Use the latest version of any library with Android Studio & Gradle

Isn’t it annoying whenever you want to add a new dependency to your project you have to know the exact version to add, not any more! This ‘hack’ makes use of the Gradle + syntax that allows you to not specify a version of the application. However using + syntax in your code is dangerous as this will always use the latest version of the dependency in question, doing this can lead to unstable builds over time (you write the code against version 1.0 then a week later 2.0 comes out your build will automatically update, potential bugs, bugs everywhere!

Step 1

Add the dependency you want:

dependencies {
    compile 'com.android.support:appcompat-v7:XXX'
}

But we don’t know what the latest version is! Use the + syntax:

Step 2

dependencies {
    compile 'com.android.support:appcompat-v7:+'
}

You’ll now get a lint warning saying + versioning is dangerous (as we outlined above).

Step 3

Press this key combo
on Mac: ALT + 1
on Windows: ALT + ENTER
for the quickfix menu and select “replace with specific version”.

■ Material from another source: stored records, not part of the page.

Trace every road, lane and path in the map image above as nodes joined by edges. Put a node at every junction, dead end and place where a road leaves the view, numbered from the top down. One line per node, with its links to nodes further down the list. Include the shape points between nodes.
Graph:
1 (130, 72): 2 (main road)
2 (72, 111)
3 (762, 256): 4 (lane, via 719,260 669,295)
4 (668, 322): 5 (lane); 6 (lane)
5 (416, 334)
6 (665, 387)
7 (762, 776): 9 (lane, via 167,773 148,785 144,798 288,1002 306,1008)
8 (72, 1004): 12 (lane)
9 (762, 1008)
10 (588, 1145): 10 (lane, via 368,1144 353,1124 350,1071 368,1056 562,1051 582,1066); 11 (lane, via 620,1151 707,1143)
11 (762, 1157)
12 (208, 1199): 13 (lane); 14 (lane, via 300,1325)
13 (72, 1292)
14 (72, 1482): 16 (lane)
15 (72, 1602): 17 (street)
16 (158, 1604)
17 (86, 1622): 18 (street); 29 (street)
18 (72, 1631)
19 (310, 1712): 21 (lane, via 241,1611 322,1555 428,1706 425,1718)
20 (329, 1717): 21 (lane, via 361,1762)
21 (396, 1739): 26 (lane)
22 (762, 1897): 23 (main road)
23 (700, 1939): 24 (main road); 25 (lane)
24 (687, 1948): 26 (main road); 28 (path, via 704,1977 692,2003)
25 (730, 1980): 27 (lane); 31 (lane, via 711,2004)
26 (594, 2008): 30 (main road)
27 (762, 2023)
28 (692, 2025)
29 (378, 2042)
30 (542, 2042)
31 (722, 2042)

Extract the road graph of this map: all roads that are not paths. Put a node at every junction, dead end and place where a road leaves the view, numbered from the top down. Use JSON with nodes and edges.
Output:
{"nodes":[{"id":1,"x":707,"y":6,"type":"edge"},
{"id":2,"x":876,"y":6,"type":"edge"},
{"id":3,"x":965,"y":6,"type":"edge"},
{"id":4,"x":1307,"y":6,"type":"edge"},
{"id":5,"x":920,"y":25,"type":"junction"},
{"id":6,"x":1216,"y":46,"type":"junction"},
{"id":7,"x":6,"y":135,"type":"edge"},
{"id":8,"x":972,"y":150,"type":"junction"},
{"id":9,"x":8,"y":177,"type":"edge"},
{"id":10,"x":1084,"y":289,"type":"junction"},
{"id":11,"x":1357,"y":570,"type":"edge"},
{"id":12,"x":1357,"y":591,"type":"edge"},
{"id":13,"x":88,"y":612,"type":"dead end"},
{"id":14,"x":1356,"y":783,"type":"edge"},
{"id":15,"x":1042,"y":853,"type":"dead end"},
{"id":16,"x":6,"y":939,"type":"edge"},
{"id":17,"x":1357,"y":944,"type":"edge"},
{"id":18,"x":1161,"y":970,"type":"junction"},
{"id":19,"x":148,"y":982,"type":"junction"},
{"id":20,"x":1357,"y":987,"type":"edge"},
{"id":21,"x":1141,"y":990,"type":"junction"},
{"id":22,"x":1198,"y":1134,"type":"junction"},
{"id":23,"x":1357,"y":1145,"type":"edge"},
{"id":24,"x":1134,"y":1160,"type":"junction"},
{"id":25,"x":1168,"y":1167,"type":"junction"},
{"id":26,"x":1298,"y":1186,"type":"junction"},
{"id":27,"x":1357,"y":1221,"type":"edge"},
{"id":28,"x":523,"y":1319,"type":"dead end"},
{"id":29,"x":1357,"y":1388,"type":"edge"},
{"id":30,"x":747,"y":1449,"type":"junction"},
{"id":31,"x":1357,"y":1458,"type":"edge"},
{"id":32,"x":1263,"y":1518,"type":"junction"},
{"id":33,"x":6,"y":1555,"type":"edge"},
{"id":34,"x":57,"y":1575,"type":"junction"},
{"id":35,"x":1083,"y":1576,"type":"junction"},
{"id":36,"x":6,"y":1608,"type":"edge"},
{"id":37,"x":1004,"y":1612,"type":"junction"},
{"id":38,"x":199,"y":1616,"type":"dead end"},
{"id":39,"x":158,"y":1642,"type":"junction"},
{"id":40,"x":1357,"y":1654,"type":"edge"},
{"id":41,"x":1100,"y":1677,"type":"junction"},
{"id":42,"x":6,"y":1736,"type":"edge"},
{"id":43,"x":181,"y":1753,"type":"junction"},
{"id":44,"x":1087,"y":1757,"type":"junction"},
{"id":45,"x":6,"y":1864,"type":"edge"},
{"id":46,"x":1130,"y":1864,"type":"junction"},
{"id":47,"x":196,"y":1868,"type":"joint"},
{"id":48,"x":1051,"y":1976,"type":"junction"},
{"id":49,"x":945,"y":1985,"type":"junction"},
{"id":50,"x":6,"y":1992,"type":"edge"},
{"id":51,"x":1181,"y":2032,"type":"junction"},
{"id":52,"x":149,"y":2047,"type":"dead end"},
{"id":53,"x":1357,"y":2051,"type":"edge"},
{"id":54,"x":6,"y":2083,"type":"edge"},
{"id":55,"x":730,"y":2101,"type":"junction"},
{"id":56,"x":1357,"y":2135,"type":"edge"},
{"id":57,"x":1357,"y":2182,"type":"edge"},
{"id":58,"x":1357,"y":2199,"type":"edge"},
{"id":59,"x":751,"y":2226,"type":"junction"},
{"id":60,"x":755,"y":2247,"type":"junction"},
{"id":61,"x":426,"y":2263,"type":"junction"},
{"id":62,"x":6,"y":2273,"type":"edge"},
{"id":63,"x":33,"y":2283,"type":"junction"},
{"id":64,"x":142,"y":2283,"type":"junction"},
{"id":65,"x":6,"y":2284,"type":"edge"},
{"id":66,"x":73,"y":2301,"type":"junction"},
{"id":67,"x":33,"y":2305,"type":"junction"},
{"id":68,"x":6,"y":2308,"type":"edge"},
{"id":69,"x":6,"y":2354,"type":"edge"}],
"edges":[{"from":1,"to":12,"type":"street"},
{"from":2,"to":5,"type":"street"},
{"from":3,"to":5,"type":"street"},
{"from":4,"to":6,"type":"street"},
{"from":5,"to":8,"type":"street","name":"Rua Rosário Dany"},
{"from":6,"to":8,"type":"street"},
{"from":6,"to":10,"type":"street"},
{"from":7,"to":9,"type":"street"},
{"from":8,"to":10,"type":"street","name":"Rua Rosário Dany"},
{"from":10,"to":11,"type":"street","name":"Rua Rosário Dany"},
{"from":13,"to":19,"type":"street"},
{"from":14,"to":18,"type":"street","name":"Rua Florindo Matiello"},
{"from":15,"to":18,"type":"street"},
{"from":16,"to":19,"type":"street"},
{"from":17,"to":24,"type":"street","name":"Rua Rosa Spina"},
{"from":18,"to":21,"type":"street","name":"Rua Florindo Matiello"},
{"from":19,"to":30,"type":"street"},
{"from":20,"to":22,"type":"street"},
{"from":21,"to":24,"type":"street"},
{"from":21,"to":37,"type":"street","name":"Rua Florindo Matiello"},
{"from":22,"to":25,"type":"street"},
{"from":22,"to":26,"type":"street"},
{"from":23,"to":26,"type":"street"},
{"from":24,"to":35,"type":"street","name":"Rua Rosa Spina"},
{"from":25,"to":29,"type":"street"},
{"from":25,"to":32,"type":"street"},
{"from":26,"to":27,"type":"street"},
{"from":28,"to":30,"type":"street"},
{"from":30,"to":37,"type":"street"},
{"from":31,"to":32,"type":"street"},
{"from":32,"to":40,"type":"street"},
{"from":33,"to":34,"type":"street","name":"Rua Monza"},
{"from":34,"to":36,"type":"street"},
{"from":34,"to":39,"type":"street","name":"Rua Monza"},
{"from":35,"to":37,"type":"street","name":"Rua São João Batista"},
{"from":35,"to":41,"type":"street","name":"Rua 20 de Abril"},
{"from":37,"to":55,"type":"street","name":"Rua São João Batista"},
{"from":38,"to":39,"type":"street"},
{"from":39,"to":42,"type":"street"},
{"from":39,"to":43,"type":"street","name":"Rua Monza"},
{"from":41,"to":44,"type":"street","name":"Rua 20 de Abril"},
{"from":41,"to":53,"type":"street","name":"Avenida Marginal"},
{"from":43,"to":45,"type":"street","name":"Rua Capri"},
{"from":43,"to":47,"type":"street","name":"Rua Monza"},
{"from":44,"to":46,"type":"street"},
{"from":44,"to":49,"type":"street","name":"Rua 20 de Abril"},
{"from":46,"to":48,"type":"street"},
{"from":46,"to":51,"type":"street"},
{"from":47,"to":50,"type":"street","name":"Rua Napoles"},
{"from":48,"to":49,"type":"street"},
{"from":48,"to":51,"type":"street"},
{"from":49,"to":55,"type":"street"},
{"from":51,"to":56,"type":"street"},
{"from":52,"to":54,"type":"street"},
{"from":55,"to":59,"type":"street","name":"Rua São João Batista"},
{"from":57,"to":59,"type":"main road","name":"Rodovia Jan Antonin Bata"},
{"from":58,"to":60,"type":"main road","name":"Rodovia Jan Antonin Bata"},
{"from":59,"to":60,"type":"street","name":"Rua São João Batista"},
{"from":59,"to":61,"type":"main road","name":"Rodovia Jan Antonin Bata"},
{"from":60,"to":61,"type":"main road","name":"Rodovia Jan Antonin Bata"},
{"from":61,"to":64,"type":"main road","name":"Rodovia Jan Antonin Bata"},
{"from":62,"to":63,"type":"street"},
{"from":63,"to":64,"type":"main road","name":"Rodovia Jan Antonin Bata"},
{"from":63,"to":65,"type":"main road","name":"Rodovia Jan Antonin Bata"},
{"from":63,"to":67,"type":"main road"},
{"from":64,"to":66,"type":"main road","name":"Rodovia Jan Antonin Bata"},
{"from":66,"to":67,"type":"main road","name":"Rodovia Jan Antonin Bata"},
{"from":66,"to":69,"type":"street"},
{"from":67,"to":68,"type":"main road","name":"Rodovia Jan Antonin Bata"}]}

Screen Shot 2015-06-21 at 12.33.58

TADA

dependencies {
    compile 'com.android.support:appcompat-v7:22.2.0'
}

TLDR? Watch this gif:

Gradle Version

2 thoughts on “Use the latest version of any library with Android Studio & Gradle

  1. Thanks, thanks, a big thanks for this really super post. It’s being 4-5 months since i am in android development and each time i add some library or i need to change in gradle, i always go to file by file to find the version of each library. But now I don’t need to waste my time finding? version. Thanks again.